Linux cgroups

What are cgroups ?

Kernel feature that allows processes to be organised into hierarchical groups whose usage of various resources can be limited or monitored.
A cgroup is a collection of processes that are bound to a set of limits or parameters defined via the cgroup file-system.
A subsystem is a kernel component that modifies the behaviour of the processes in a cgroup. Subsystems are sometimes also known as resource controllers (or simply, controllers).
The cgroups for a controller are arranged in a hierarchy. This hierarchy is defined by creating, removing, and renaming sub-directories within the cgroup file-system.
Limits can be defined at each level. The limit at a level cannot be exceeded by a descendant sub-hierarchy.
cgroups v1 is provided by tmpfs and cgroups v2 is provided through a pseudo-file-system called cgroupfs. For the purpose of the document, we will be dealing with cgroup v2 unless stated otherwise.
cgroup v2 is the new revamped system, but it does not contain all the controllers as in v1. Hence, it is designed in such a way that both v1 and v2 can exist at the same time. The only restriction here is that a controller can’t be simultaneously employed in both a cgroups v1 hierarchy and in the cgroups v2 hierarchy.

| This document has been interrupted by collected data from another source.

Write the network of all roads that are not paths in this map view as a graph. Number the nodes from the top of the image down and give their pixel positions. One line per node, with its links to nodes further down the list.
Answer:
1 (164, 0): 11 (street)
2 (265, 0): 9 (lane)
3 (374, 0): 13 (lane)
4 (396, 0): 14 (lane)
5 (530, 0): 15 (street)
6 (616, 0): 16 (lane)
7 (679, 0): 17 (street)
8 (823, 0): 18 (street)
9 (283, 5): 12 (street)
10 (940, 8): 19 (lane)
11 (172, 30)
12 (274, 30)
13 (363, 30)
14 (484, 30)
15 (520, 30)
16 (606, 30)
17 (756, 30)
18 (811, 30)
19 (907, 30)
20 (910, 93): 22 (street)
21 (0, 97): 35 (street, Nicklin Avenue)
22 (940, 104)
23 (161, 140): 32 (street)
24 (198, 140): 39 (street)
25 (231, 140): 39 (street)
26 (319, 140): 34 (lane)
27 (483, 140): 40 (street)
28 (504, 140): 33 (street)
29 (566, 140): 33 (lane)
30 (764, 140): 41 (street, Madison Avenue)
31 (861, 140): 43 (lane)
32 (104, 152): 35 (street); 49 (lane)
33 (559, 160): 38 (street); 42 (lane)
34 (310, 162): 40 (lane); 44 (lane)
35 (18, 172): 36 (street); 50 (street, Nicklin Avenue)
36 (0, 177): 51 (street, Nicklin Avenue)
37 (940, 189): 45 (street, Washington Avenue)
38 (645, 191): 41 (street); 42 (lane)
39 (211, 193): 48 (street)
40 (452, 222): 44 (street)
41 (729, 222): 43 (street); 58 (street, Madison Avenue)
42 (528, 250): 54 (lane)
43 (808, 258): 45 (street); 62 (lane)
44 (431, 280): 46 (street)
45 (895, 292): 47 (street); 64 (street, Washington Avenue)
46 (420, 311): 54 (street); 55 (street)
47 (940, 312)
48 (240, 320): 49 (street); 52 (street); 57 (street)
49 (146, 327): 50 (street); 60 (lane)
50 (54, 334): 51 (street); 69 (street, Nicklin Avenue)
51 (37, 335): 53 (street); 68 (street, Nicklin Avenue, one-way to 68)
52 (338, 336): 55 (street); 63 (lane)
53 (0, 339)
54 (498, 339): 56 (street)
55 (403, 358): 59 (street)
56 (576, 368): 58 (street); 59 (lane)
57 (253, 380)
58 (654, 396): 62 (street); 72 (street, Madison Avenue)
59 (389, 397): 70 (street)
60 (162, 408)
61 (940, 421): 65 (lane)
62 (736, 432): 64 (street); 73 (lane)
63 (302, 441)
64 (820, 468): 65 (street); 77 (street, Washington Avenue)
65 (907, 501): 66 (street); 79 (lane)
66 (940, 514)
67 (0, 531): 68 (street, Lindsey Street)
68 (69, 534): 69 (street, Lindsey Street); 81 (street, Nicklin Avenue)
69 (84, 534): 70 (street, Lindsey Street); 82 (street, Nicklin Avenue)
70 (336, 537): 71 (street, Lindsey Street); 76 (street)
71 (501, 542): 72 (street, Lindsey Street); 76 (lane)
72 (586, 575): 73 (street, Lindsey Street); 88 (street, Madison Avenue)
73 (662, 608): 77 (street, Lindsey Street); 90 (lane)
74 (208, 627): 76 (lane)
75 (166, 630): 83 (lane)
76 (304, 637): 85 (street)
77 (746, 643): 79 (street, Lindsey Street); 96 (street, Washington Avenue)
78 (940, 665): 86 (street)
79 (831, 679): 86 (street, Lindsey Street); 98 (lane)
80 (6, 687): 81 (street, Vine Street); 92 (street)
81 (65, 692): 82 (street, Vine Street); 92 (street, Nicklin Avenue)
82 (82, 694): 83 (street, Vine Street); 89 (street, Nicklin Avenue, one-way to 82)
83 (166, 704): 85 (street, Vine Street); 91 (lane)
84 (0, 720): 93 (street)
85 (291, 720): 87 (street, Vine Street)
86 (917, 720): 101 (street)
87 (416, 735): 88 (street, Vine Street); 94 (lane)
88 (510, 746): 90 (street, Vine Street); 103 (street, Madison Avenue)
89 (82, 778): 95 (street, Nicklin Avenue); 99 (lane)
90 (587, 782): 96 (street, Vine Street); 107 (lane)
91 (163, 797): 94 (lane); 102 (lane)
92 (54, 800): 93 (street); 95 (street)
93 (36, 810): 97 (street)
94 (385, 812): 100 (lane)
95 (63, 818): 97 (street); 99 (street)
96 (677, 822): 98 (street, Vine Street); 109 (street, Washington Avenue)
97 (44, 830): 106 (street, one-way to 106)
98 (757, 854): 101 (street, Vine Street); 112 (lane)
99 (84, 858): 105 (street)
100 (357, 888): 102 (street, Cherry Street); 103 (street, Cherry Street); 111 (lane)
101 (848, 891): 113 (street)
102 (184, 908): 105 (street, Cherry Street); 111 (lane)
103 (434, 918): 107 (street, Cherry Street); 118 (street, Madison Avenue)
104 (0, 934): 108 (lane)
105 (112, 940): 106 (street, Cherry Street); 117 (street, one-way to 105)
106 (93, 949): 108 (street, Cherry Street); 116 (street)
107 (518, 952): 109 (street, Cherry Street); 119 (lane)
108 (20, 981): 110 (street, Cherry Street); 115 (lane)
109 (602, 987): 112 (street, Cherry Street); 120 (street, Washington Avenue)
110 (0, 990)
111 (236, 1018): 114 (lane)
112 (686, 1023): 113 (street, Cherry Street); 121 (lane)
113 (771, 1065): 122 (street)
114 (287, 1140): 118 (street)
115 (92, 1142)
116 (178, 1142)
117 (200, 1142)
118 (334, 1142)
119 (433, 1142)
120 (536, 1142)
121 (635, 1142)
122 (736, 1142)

How are cgroups created or modified ?

cgroups are initialised at boot time.
To enable cgroup (v2), it should be mounted : mount -t cgroup2 none $MOUNT_POINT. On systemd enabled systems, systemd mounts the cgroupfs on boot.
Only the root cgroup exists initially to which all processes belong. A child cgroup can be created using mkdir call to sys/fs/cgroup .

cgroup v2

Single unified hierarchy design in API and safer sub-tree delegation to containers.
cgroups are of two parts — core and controllers. Core is responsible for hierarchically organising the processes and controller is responsible for distributing the specific type of resource. Core files have cgroup as the file prefix.
cgroups with no live processes or children (even if zombie processes still exist in that cgroup) can be removed by removing the directory using rm.

Processes and controllers

Any process belongs to one and only one cgroup. All threads of a process belong to the same cgroup (has this changed ??). All processes are put to the parent process’ cgroup at the time of creation (see Phase 3 : Adding processes to cgroups.)
An exiting process belongs to the cgroups until the time it is reaped, but still the zombie processes won’t show up in cgroup.procs .
cgroup.procs file stores the PIDs of the files that are under the given cgroup. A process can be migrated (see: Phase 3 : Adding processes to cgroups) to another cgroup by writing its PID to the target cgroups’ cgroup.procs file.
/proc/$PID/cgroup lists the process’ cgroup memberships.
The controllers available (cgroup.controllers) are the ones which are available to the parent cgroup. Child cgroups cannot give more resources than what is allowed by any cgroup closer to the root. Effective controllers (crgroup.subtree_control) are the ones that are currently being used.

Kernel Dive

In this section, I shall discuss the cgroup core instead of the controllers. To understand the kernel data structures, you should be familiar with Linux Kernel style of initialisation of handlers and interface-like structs. For example, kernfs_syscall_ops in Snippet 3.2 under Phase 3 of Kernel Dive later in this tutorial.

Important data structures

struct cgroup_subsys

This structure is used by cgroup to perform actions on the controllers. You can imagine it as an interface which has to be “implemented” by every cgroup controller.
It contains handlers set by the controller implementation, root of the subsystem (by default to &cgrp_dfl_root on initialisation during cgroup_init_subsys ), cfts that contain a list of all file types that will be used by the subsystem.

struct cgroup_subsys {
    struct cgroup_subsys_state *(*css_alloc)(struct cgroup_subsys_state *parent_css);
    int (*css_online)(struct cgroup_subsys_state *css);
    void (*css_offline)(struct cgroup_subsys_state *css);
    void (*css_released)(struct cgroup_subsys_state *css);
    void (*css_free)(struct cgroup_subsys_state *css);
    ...
    bool early_init:1;
    bool threaded:1;

    /* the following two fields are initialized automatically during boot */
    int id;
    const char *name;

    struct cgroup_root *root;
    struct idr css_idr;
    struct list_head cfts;
    struct cftype *dfl_cftypes;	/* for the default hierarchy */
    struct cftype *legacy_cftypes;	/* for the legacy hierarchies */
    ...
};

Example of how PID controller sets its handlers for cgroup_subsys .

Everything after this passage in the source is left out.